The impact of the Companies Act 2006

Like the Charities Act the Companies Act received Royal Assent on 8 November 2006 which will introduce a number of changes to the existing company legislation including the revision to the memorandum of association. Specifically the act abolishes the objects clause in the memorandum. A company’s objects will now be unrestricted unless any restrictions are specifically set out in articles of association.

Existing companies will not have to change their objects as the act will treat the existing objects clause in the memorandum as provisions in the articles. However, for any new company there will no longer be a requirement for objects to be stated in the memorandum.

Charities will be affected because many are currently set up as companies limited by guarantee. The advantages of being set up like this are that the charity has its own legal entity and is able to enter into contracts in its own right. Also the liability to trustees is not as great because any claims would be made against the company and, finally, third parties often prefer dealing with companies.

Again much like the Charities Act the provisions of the Companies Act will not be implemented immediately. It is envisaged that that the government will consult on detailed implementation plans in February 2007 with all parts of the act commenced by October 2008.

Charitable Incorporated Organisations (CIOs)

A charity set up as a company will fall under the requirements of both charity and company law. Although it can be advantageous for a charity to be set up as a company, as company law was designed primarily for commercial organisations, it may not always be suitable for charities.

The Charities Act will introduce a new specific legal structure for charities: the Charitable Incorporated Organisation (CIO).
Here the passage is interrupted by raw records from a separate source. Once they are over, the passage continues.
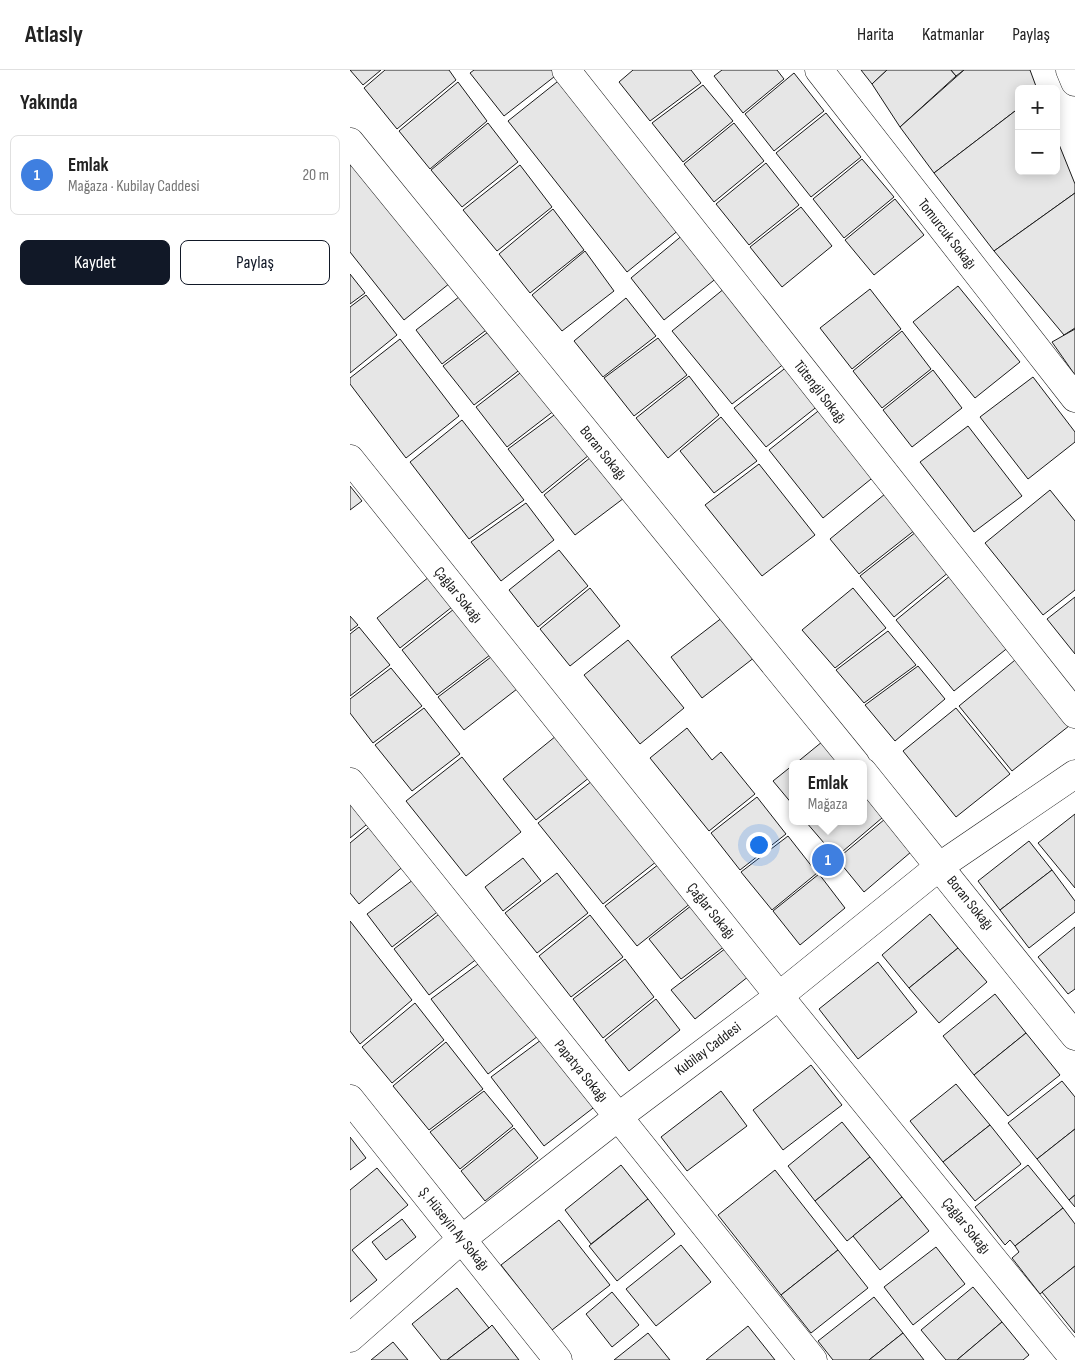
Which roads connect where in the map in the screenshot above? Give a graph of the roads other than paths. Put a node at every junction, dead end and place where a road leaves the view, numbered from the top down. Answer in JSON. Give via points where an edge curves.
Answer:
{"nodes":[{"id":1,"x":566,"y":70,"type":"edge"},
{"id":2,"x":820,"y":70,"type":"edge"},
{"id":3,"x":1070,"y":70,"type":"edge"},
{"id":4,"x":1075,"y":82,"type":"edge"},
{"id":5,"x":350,"y":142,"type":"edge"},
{"id":6,"x":1075,"y":398,"type":"edge"},
{"id":7,"x":350,"y":459,"type":"edge"},
{"id":8,"x":1075,"y":714,"type":"edge"},
{"id":9,"x":853,"y":760,"type":"edge"},
{"id":10,"x":1075,"y":774,"type":"edge"},
{"id":11,"x":867,"y":777,"type":"edge"},
{"id":12,"x":350,"y":782,"type":"edge"},
{"id":13,"x":940,"y":866,"type":"junction"},
{"id":14,"x":779,"y":996,"type":"junction"},
{"id":15,"x":1075,"y":1036,"type":"edge"},
{"id":16,"x":350,"y":1099,"type":"edge"},
{"id":17,"x":618,"y":1118,"type":"junction"},
{"id":18,"x":462,"y":1239,"type":"junction"},
{"id":19,"x":350,"y":1338,"type":"edge"},
{"id":20,"x":558,"y":1360,"type":"edge"},
{"id":21,"x":813,"y":1360,"type":"edge"},
{"id":22,"x":1075,"y":1360,"type":"edge"}],
"edges":[{"from":1,"to":8,"type":"street","name":"Tütengil Sokağı"},
{"from":2,"to":6,"type":"street","name":"Tomurcuk Sokağı"},
{"from":3,"to":4,"type":"street"},
{"from":5,"to":9,"type":"street","name":"Boran Sokağı"},
{"from":7,"to":14,"type":"street","name":"Çağlar Sokağı"},
{"from":10,"to":13,"type":"street","name":"Kubilay Caddesi"},
{"from":11,"to":13,"type":"street","name":"Boran Sokağı"},
{"from":12,"to":17,"type":"street","name":"Papatya Sokağı"},
{"from":13,"to":14,"type":"street","name":"Kubilay Caddesi"},
{"from":13,"to":15,"type":"street","name":"Boran Sokağı"},
{"from":14,"to":17,"type":"street","name":"Kubilay Caddesi"},
{"from":14,"to":22,"type":"street","name":"Çağlar Sokağı"},
{"from":16,"to":18,"type":"street","name":"Ş. Hüseyin Ay Sokağı"},
{"from":17,"to":18,"type":"street","name":"Kubilay Caddesi"},
{"from":17,"to":21,"type":"street","name":"Papatya Sokağı"},
{"from":18,"to":19,"type":"street","name":"Kubilay Caddesi"},
{"from":18,"to":20,"type":"street","name":"Ş. Hüseyin Ay Sokağı"}]}
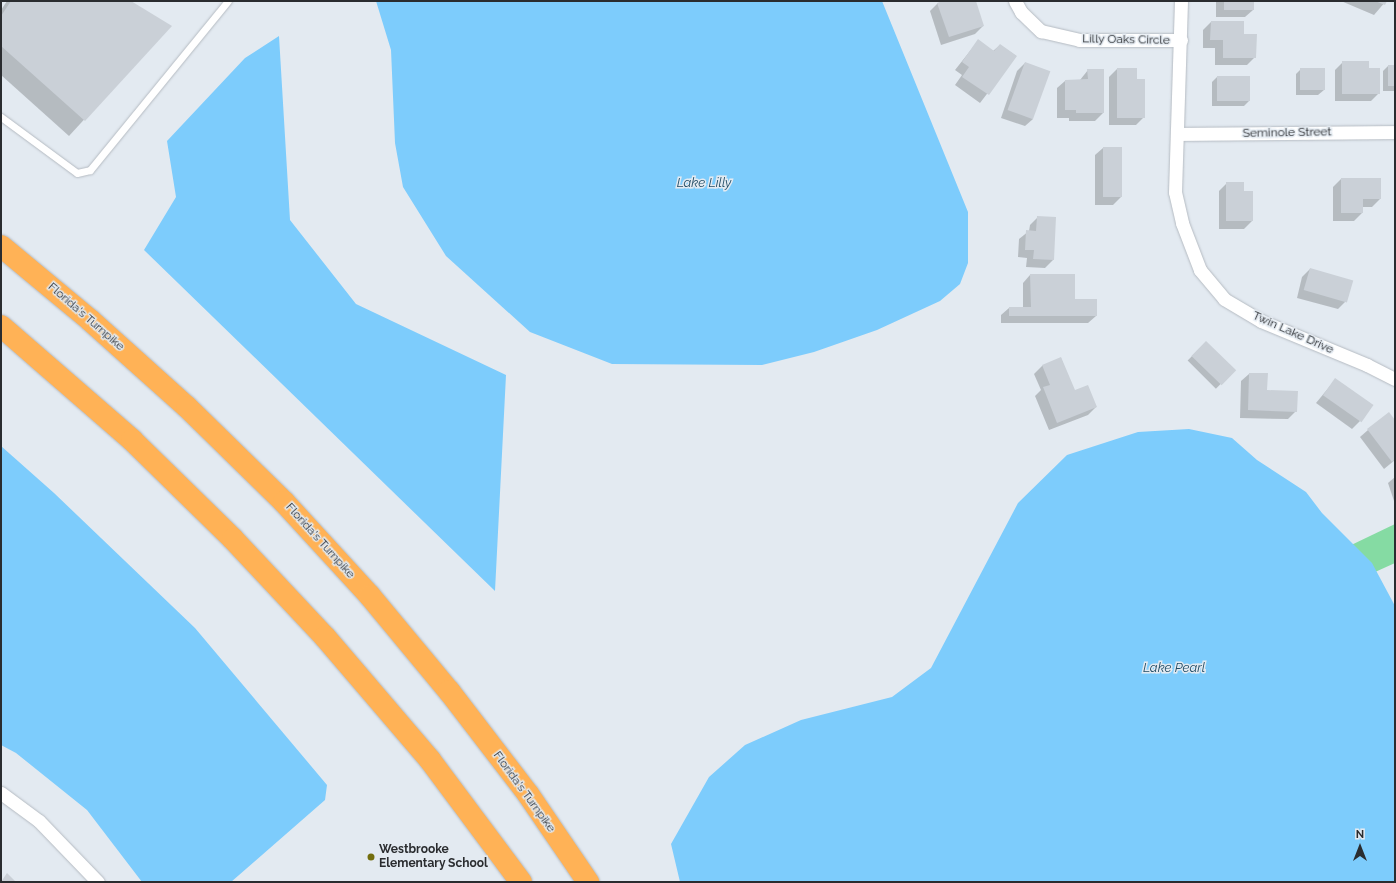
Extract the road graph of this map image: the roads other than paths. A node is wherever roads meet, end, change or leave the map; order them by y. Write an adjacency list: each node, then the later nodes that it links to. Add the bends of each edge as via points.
1 (228, 1): 5 (lane, via 90,170 77,173)
2 (1015, 1): 4 (street, Lilly Oaks Circle, via 1021,12 1041,31 1079,40)
3 (1182, 1): 4 (street, Lilly Oaks Circle)
4 (1181, 40): 7 (street, Lilly Oaks Circle)
5 (1, 117)
6 (1395, 132): 7 (street, Seminole Street)
7 (1179, 134): 10 (street, Twin Lake Drive, via 1175,192 1182,223 1200,270 1224,299 1261,321)
8 (1, 246): 14 (highway, Florida's Turnpike, via 90,320 176,397 284,502 370,596 449,691 528,794)
9 (1, 326): 13 (highway, via 132,440 233,539 314,625 430,760)
10 (1395, 379)
11 (1, 793): 12 (street, via 39,821)
12 (98, 882)
13 (521, 882)
14 (588, 882)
This is designed specifically for charities. It will be available to both new and existing charities. The new structure will allow charities and their trustees to gain the benefits of limited liability and separate legal identity outside the normal regulated company law framework. There will no longer be the burden of dual regulation to Companies House and the Charity Commission, as regulation will be by the Charity Commission alone.

We understand that the provisions relating to Charitable Incorporated Organisations are unlikely to be implemented until 2008 as there are a number of issues that need addressing. Specifically new regulations will need to be drafted and consulted upon before implementation and we have not yet had sight of these.